(Beginning of Supplied entries)

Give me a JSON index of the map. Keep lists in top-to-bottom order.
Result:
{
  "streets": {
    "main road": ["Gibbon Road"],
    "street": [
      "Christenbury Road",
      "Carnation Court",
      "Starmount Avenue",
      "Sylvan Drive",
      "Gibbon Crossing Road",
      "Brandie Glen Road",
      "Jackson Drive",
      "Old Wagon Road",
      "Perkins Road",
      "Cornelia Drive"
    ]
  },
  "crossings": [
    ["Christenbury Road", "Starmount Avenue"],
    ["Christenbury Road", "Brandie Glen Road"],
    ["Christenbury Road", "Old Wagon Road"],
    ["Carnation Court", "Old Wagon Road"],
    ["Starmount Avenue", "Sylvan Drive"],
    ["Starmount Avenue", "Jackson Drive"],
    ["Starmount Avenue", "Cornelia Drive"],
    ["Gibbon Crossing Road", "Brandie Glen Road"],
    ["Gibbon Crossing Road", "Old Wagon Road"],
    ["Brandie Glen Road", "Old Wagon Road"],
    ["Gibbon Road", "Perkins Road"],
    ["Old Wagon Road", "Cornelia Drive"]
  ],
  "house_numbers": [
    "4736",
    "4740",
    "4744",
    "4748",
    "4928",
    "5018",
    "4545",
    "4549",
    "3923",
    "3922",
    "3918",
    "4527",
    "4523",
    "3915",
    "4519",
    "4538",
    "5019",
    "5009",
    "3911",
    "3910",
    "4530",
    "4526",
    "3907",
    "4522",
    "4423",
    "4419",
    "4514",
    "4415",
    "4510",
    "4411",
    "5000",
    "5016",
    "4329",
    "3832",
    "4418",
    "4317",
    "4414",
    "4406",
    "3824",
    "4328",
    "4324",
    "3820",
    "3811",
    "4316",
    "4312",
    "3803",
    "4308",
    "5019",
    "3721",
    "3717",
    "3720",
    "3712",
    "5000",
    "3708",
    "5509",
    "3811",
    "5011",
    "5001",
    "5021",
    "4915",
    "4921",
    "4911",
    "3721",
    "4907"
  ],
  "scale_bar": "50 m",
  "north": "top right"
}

(End of Supplied entries)

#### Work to be completed:
Each entry above needs to be returned exactly as written.

#### Exercise answer:
Give me a JSON index of the map. Keep lists in top-to-bottom order.
Result:
{
  "streets": {
    "main road": ["Gibbon Road"],
    "street": [
      "Christenbury Road",
      "Carnation Court",
      "Starmount Avenue",
      "Sylvan Drive",
      "Gibbon Crossing Road",
      "Brandie Glen Road",
      "Jackson Drive",
      "Old Wagon Road",
      "Perkins Road",
      "Cornelia Drive"
    ]
  },
  "crossings": [
    ["Christenbury Road", "Starmount Avenue"],
    ["Christenbury Road", "Brandie Glen Road"],
    ["Christenbury Road", "Old Wagon Road"],
    ["Carnation Court", "Old Wagon Road"],
    ["Starmount Avenue", "Sylvan Drive"],
    ["Starmount Avenue", "Jackson Drive"],
    ["Starmount Avenue", "Cornelia Drive"],
    ["Gibbon Crossing Road", "Brandie Glen Road"],
    ["Gibbon Crossing Road", "Old Wagon Road"],
    ["Brandie Glen Road", "Old Wagon Road"],
    ["Gibbon Road", "Perkins Road"],
    ["Old Wagon Road", "Cornelia Drive"]
  ],
  "house_numbers": [
    "4736",
    "4740",
    "4744",
    "4748",
    "4928",
    "5018",
    "4545",
    "4549",
    "3923",
    "3922",
    "3918",
    "4527",
    "4523",
    "3915",
    "4519",
    "4538",
    "5019",
    "5009",
    "3911",
    "3910",
    "4530",
    "4526",
    "3907",
    "4522",
    "4423",
    "4419",
    "4514",
    "4415",
    "4510",
    "4411",
    "5000",
    "5016",
    "4329",
    "3832",
    "4418",
    "4317",
    "4414",
    "4406",
    "3824",
    "4328",
    "4324",
    "3820",
    "3811",
    "4316",
    "4312",
    "3803",
    "4308",
    "5019",
    "3721",
    "3717",
    "3720",
    "3712",
    "5000",
    "3708",
    "5509",
    "3811",
    "5011",
    "5001",
    "5021",
    "4915",
    "4921",
    "4911",
    "3721",
    "4907"
  ],
  "scale_bar": "50 m",
  "north": "top right"
}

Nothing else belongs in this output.